Thursday, May 8, 2014

At Countdown

Here in LA, I'm ready to launch. We are here 2 days with family before catching the flight to Beijing on Saturday. The plan (now referred to as the "wise plan") was to break up the total flight time, reduce the jet lag (by only 3 hours, I know, but it all counts), and chill a little.

Hooray for the chilling part. Unusual for me, I had a lot of tension, preparing to go. Hell, it took me 30 minutes just to write out the cat-sitter instructions, and she already knows the cats, waters the garden, feeds the fish, fills the pond, tends the plants. But all of that was before the dreaded give-Moss-a-pill-every-day period. But I digress.

While we are here in LA, we are kicking back. I am writing a blog post. Tom? He is learning Mandarin. I am not making this up. Ni hao (hello). Ching (thank you). He's having a little trouble with "my wife is bugging me, and did you know she is a CIA agent sent here to foment dissent?"

I do hope we don't crash. Some of you know I am afraid of flying. Not a legitimate phobia, but an irrational panic, whenever there is turbulence, that we will crash  A wing will fall off. The plane will flip over and then nose-dive to earth. We will just rattle to death.

Take-offs and landings are also very difficult, and don't even start me on landing with turbulence. This China trip will reveal the stuff I'm made of. Or not. We have one connecting flight between LA and Beijing. Two connections on the way home. But INSIDE CHINA we will have three different flights, on those little, teeny tiny, foreign airlines that you can't trust to have anti-turbulence tactics or counter-turbulence equipment. (OK, on the bright side, not Malaysia Airlines.)

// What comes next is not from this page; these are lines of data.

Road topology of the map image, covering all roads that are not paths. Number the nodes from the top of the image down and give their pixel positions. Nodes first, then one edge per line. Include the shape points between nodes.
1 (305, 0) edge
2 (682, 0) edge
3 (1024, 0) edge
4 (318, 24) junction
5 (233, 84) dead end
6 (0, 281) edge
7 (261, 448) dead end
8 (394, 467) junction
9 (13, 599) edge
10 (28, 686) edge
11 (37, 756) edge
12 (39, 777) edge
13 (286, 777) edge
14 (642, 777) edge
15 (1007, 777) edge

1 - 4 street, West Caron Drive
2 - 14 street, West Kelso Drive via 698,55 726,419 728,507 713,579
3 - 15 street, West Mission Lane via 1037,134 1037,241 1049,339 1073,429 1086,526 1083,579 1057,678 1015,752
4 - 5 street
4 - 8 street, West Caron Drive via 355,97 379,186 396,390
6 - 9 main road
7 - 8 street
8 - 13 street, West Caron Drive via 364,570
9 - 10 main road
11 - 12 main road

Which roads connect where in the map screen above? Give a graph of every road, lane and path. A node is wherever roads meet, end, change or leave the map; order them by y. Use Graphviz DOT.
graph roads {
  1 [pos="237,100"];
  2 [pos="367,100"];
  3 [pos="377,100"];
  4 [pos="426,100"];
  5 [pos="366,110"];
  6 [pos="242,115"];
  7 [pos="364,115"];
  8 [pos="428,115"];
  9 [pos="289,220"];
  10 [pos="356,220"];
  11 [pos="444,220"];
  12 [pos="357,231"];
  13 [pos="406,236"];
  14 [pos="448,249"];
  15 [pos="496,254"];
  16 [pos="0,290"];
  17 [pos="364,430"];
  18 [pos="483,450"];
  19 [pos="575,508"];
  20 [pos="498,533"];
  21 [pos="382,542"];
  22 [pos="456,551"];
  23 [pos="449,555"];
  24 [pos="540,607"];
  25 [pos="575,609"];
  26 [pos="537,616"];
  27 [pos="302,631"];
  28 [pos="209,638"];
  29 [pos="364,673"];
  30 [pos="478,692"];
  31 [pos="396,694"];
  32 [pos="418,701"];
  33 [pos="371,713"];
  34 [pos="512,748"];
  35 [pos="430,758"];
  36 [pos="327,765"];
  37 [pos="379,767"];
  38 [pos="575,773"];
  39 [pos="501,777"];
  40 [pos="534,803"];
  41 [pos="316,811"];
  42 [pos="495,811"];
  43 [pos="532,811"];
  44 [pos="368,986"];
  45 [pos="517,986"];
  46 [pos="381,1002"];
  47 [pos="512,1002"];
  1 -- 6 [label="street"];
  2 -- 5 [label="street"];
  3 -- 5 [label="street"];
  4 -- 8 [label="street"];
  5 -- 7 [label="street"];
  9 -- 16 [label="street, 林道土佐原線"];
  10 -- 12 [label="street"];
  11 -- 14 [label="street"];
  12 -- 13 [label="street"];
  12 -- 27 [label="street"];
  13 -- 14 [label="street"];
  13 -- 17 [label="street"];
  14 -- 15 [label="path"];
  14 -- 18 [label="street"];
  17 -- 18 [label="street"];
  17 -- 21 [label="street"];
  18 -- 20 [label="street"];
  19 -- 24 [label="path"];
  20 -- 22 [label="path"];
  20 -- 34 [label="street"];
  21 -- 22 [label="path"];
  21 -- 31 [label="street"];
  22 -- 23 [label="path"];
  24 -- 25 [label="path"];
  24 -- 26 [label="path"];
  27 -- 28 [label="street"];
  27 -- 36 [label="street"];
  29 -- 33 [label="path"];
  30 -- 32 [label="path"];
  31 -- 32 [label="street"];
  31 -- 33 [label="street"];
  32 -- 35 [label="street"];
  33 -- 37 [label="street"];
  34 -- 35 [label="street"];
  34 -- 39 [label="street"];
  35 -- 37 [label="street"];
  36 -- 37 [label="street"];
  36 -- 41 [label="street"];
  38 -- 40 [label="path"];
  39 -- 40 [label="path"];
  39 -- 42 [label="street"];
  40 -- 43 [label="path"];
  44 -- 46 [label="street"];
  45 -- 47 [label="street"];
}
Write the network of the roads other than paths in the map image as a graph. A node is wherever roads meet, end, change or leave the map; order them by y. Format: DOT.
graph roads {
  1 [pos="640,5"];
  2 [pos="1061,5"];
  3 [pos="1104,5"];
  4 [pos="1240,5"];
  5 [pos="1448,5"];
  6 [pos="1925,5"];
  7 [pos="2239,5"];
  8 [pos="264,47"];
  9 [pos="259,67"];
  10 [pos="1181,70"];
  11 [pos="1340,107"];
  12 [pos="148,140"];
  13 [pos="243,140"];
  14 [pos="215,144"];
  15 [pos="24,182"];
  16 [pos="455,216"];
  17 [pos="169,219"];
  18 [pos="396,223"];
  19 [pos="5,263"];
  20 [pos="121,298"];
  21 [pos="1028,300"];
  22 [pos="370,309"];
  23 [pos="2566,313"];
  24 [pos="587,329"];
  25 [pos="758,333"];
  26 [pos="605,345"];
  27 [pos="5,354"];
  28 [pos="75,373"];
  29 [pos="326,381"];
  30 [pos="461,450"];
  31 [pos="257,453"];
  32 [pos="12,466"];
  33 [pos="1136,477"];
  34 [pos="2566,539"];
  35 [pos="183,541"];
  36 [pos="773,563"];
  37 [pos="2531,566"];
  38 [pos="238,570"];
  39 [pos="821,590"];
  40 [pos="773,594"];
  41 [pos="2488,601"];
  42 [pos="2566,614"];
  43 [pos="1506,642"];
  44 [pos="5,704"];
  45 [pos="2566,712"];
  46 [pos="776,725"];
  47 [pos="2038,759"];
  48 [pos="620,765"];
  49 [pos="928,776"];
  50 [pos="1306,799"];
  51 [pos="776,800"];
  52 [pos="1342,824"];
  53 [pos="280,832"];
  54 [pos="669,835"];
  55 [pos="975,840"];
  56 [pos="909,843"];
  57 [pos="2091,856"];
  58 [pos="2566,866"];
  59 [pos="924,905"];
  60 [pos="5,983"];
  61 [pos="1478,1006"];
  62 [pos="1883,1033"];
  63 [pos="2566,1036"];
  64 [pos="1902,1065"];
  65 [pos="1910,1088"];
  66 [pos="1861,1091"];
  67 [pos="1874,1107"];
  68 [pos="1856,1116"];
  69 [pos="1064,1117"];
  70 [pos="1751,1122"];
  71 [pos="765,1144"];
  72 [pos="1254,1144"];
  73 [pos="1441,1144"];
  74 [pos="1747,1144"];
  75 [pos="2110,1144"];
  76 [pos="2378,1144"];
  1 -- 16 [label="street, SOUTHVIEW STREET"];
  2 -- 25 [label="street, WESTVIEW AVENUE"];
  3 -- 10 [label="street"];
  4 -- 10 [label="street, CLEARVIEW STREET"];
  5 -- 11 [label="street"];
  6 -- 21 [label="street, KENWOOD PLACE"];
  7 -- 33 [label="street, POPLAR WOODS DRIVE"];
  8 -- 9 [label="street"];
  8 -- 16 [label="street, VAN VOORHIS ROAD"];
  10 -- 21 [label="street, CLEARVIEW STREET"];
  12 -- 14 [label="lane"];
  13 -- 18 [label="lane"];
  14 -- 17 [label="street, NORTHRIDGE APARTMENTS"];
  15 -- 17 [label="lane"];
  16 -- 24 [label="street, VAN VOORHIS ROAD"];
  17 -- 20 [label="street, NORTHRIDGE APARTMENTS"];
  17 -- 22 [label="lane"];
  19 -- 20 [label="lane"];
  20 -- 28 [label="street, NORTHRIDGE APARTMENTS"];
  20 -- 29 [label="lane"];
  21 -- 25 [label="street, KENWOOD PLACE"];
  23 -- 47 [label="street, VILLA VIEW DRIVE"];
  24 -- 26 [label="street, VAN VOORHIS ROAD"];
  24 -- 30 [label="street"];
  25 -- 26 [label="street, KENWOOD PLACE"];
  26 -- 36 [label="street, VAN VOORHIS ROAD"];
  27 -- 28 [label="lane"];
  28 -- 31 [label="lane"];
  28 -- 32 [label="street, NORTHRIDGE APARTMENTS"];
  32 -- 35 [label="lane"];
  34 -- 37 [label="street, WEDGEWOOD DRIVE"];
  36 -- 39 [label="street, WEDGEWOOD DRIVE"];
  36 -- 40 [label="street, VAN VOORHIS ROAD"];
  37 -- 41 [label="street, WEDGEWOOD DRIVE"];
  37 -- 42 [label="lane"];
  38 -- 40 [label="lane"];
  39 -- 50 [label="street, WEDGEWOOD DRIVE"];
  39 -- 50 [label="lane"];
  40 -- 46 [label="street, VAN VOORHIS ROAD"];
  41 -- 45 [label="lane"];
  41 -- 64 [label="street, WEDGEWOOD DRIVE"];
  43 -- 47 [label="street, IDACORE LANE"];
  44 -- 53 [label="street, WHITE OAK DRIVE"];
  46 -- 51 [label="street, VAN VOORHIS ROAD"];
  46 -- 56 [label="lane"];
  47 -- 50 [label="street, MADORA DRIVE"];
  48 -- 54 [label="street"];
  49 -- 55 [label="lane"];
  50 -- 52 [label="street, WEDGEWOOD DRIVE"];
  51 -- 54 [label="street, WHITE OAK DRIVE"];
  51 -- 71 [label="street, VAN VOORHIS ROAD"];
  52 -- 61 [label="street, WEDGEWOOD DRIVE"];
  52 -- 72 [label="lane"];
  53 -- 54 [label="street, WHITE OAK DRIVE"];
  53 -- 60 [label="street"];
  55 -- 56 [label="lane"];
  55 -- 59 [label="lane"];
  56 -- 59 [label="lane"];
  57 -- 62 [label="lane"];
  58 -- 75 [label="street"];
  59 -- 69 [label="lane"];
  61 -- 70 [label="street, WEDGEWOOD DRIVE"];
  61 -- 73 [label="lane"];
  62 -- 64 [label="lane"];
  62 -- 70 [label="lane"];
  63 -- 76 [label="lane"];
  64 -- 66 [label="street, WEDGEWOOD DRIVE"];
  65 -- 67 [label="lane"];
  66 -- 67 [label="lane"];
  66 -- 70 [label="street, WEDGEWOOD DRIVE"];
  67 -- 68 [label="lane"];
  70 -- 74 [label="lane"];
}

So, farewell, until I write you from the other side. No, no, not the other other side. I mean the other side of earth. Because we won't crash. We won't crash. We won't crash.

Wednesday, March 19, 2014

Those Bright Sparks Burning Out

I had a new thought about death today. Or maybe it's really about aging.

My friends may think I dwell on aging--obsess, even--because about 100 times a day I mention that I don't like it. So fine, if they want to call that "dwelling on" it, let them. I just hate this whole growing old thing. The physical aging part. The wrinkles, the aches, the disappearing eyebrows (why is this one for women only?). You know the list. In contrast, I like the psychic aging. Gaining wisdom (anyway, enough to know I don't know anything). Gaining self-knowledge. Gaining perspective.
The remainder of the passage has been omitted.